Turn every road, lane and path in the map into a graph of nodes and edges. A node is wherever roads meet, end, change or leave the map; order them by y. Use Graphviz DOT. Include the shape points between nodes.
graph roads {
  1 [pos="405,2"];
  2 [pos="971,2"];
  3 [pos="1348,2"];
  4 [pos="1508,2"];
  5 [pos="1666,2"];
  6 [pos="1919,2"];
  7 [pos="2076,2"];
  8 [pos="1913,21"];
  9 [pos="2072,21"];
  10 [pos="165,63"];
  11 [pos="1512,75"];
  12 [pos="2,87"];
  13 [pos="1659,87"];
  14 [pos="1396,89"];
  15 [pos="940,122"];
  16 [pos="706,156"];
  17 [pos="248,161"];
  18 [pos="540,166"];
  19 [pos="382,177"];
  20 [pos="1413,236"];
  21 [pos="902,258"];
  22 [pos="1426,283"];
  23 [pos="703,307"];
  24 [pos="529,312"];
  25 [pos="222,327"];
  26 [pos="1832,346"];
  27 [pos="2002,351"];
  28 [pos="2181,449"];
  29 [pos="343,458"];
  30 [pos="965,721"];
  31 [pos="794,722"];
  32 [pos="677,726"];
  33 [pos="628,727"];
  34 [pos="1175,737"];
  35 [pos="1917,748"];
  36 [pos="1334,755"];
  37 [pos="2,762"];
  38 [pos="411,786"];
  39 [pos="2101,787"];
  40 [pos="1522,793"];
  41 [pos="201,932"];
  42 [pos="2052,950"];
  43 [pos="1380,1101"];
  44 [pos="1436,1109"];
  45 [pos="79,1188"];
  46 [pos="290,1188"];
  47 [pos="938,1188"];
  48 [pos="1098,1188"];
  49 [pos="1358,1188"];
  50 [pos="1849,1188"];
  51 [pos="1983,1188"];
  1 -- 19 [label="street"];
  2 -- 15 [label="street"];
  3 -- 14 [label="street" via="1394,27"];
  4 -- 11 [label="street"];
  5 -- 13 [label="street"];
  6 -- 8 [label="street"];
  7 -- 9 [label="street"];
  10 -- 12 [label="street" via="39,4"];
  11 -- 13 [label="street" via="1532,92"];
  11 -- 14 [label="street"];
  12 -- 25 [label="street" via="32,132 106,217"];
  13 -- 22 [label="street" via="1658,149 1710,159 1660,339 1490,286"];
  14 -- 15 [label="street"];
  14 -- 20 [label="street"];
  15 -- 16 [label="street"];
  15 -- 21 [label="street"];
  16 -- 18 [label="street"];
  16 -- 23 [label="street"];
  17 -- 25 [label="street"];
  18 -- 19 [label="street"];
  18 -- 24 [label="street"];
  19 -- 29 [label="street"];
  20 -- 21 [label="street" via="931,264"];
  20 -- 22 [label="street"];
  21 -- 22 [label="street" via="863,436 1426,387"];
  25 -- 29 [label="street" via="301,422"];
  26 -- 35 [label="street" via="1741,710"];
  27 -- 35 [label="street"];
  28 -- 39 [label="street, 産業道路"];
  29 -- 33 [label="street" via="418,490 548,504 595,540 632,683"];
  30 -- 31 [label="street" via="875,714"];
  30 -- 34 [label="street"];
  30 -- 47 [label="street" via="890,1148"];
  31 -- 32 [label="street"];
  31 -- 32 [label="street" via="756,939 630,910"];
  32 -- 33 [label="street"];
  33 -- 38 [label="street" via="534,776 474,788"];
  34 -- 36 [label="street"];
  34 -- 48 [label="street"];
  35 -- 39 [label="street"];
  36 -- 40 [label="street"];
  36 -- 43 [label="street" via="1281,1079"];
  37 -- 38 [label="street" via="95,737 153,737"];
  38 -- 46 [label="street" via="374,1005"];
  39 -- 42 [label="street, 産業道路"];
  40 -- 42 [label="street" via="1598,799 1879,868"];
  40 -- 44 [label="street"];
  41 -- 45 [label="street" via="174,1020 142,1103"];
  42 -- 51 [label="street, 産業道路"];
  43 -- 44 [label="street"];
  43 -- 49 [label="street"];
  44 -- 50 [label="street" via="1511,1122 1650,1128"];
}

**WHAT THIS TASK INVOLVES**
Return each line from the material that includes the string "roads".

**FINISHED EXERCISE**
Turn every road, lane and path in the map into a graph of nodes and edges. A node is wherever roads meet, end, change or leave the map; order them by y. Use Graphviz DOT. Include the shape points between nodes.
graph roads {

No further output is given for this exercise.